▶ _STORED DATA_:
= = = = =
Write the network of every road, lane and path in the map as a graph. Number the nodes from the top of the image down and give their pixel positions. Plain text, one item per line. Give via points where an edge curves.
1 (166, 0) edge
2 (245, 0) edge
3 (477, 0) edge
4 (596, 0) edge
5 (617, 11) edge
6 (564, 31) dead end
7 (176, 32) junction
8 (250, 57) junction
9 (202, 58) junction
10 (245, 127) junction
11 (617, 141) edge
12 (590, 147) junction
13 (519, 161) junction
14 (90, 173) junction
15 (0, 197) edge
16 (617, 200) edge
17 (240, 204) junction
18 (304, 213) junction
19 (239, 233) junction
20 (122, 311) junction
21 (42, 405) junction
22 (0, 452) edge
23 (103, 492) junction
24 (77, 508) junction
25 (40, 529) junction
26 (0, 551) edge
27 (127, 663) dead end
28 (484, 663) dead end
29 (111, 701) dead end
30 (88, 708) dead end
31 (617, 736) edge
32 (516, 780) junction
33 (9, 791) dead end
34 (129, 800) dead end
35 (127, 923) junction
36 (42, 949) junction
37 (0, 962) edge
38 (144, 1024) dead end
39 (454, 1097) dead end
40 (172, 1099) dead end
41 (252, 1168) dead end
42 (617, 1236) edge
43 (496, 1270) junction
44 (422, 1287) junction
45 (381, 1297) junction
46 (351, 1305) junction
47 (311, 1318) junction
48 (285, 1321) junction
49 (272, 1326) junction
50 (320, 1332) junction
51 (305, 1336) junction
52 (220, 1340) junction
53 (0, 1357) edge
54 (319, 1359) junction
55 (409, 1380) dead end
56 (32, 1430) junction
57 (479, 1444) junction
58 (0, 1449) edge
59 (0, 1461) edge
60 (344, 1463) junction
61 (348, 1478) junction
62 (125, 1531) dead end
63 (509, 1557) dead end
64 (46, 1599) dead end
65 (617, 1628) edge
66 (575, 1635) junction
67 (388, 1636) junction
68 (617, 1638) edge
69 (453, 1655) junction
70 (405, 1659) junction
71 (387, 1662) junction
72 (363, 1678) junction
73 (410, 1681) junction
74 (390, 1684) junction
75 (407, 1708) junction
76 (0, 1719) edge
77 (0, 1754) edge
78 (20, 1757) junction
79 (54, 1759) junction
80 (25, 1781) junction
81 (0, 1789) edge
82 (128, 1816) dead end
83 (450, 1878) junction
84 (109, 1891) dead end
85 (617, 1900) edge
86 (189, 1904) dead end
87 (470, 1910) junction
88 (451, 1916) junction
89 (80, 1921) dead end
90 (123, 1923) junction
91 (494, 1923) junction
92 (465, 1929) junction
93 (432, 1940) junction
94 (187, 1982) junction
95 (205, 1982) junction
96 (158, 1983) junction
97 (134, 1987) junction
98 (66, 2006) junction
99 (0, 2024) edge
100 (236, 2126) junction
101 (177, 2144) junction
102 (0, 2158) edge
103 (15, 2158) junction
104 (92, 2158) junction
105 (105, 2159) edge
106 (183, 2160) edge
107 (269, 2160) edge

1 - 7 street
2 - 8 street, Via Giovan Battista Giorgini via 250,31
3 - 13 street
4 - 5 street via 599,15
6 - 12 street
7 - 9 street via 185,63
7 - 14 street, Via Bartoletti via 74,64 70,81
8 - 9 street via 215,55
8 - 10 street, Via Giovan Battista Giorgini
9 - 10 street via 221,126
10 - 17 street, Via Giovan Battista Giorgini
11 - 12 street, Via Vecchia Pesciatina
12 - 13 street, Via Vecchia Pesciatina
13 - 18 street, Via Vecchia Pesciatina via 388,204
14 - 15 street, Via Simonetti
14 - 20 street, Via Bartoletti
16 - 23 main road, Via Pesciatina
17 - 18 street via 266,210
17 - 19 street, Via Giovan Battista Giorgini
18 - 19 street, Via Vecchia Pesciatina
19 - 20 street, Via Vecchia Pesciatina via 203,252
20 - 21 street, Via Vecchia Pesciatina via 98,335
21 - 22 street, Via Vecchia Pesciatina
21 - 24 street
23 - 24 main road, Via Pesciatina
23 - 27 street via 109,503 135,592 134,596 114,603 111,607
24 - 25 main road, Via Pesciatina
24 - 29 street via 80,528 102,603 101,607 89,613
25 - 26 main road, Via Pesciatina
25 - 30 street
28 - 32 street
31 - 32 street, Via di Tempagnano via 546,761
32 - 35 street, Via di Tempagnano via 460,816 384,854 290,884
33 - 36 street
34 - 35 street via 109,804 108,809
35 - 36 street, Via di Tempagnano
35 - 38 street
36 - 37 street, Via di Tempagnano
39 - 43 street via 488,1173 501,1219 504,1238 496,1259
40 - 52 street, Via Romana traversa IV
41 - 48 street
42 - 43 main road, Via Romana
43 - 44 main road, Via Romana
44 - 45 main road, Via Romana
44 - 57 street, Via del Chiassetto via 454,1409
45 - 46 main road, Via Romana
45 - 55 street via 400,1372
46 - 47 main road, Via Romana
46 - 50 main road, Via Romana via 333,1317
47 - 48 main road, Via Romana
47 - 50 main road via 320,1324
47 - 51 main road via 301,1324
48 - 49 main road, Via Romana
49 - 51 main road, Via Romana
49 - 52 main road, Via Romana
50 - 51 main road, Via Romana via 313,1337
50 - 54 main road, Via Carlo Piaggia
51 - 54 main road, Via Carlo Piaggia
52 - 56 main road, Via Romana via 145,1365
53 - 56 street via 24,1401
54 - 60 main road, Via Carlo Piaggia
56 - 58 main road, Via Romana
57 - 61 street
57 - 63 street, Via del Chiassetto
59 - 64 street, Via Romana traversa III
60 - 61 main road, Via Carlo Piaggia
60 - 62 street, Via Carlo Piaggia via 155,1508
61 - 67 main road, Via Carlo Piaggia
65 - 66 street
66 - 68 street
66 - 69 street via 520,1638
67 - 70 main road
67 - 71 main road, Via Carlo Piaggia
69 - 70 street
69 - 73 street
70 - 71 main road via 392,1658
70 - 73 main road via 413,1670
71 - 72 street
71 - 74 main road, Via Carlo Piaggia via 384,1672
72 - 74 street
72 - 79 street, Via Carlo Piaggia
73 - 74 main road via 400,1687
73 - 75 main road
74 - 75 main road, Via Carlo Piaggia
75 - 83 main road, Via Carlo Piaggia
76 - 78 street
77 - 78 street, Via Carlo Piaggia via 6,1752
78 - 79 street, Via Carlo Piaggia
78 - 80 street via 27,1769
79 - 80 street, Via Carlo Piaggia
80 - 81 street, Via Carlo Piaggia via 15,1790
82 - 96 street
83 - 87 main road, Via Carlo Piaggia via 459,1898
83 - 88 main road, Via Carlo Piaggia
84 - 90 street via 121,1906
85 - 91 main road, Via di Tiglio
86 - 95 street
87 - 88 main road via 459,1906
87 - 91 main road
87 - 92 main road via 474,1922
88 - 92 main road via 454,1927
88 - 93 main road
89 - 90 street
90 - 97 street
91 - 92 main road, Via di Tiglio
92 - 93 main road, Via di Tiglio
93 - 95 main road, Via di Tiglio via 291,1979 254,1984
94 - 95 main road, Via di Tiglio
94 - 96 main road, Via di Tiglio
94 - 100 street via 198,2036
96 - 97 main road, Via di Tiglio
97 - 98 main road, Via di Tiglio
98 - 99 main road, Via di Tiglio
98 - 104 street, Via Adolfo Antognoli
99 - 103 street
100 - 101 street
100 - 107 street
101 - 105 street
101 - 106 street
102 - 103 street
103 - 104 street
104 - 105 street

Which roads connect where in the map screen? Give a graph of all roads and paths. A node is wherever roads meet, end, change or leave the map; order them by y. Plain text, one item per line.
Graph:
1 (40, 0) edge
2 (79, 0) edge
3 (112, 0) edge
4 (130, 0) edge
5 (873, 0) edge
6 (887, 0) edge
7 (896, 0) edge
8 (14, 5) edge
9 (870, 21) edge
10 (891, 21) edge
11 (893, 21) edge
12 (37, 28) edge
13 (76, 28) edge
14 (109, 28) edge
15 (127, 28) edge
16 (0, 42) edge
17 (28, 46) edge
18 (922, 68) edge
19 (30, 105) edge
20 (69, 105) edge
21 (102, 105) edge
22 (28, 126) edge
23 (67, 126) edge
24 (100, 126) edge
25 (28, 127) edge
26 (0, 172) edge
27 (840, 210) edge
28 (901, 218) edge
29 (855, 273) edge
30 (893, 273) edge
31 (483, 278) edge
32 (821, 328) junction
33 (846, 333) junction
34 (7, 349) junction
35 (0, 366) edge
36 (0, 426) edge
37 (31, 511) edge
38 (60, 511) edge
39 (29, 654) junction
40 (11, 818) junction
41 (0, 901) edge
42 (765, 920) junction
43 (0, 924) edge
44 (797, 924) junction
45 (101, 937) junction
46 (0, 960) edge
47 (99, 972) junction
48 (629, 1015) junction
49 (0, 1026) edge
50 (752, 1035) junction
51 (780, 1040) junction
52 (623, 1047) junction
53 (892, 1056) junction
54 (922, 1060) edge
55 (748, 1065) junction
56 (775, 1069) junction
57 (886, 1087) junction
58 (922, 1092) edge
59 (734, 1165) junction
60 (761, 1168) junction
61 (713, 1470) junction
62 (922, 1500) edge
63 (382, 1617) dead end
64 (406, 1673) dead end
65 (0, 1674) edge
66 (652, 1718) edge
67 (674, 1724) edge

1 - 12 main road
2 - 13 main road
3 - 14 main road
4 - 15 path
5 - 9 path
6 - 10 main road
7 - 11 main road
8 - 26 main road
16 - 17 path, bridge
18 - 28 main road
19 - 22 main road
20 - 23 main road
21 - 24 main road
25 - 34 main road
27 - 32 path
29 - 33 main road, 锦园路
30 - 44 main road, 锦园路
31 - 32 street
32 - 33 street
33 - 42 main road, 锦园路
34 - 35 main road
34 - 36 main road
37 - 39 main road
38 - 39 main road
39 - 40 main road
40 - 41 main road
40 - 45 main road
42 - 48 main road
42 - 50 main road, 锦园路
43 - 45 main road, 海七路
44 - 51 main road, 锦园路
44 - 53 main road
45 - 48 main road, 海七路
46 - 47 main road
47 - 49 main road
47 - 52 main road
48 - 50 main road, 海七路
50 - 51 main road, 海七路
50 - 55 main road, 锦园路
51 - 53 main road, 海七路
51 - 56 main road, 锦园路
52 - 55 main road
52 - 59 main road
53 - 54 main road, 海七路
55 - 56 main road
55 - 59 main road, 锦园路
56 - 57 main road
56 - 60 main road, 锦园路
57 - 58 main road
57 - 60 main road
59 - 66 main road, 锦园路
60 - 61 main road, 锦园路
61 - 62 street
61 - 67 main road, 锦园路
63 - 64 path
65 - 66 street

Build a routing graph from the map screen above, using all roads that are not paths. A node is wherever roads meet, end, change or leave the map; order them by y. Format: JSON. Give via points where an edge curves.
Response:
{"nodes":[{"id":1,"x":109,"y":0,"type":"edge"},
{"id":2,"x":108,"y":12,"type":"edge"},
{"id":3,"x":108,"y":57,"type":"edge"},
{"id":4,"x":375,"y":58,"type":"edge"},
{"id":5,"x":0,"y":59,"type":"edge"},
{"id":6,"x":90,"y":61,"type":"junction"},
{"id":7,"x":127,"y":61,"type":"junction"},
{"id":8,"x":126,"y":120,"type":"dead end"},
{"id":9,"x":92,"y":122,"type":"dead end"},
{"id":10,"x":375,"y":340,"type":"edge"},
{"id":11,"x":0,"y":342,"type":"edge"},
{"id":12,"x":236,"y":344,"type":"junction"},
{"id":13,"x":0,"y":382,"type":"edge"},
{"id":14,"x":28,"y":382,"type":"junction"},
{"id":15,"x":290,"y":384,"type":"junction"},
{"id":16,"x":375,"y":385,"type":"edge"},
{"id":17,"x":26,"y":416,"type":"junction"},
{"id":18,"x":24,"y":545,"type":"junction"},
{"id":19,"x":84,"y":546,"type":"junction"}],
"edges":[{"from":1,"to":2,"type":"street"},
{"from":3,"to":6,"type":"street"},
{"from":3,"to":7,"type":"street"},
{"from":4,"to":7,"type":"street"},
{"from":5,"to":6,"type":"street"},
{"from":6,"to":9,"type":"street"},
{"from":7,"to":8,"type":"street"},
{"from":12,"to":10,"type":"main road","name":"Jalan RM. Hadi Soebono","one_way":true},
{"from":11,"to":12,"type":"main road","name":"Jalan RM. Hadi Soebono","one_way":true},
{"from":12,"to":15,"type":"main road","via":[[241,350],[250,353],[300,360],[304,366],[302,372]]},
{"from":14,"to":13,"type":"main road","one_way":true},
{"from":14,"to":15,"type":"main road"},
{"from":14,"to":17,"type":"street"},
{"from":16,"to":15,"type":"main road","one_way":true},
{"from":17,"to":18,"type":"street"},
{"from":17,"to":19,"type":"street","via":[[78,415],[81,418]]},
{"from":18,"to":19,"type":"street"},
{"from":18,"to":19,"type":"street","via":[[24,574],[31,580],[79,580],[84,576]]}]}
= = = = =
▶ _WHAT NEEDS TO BE DONE_: For the records above, state the number of lines holding the string "Soebono", without further comment.

▶ _OUTPUT FOR THIS TASK_: 2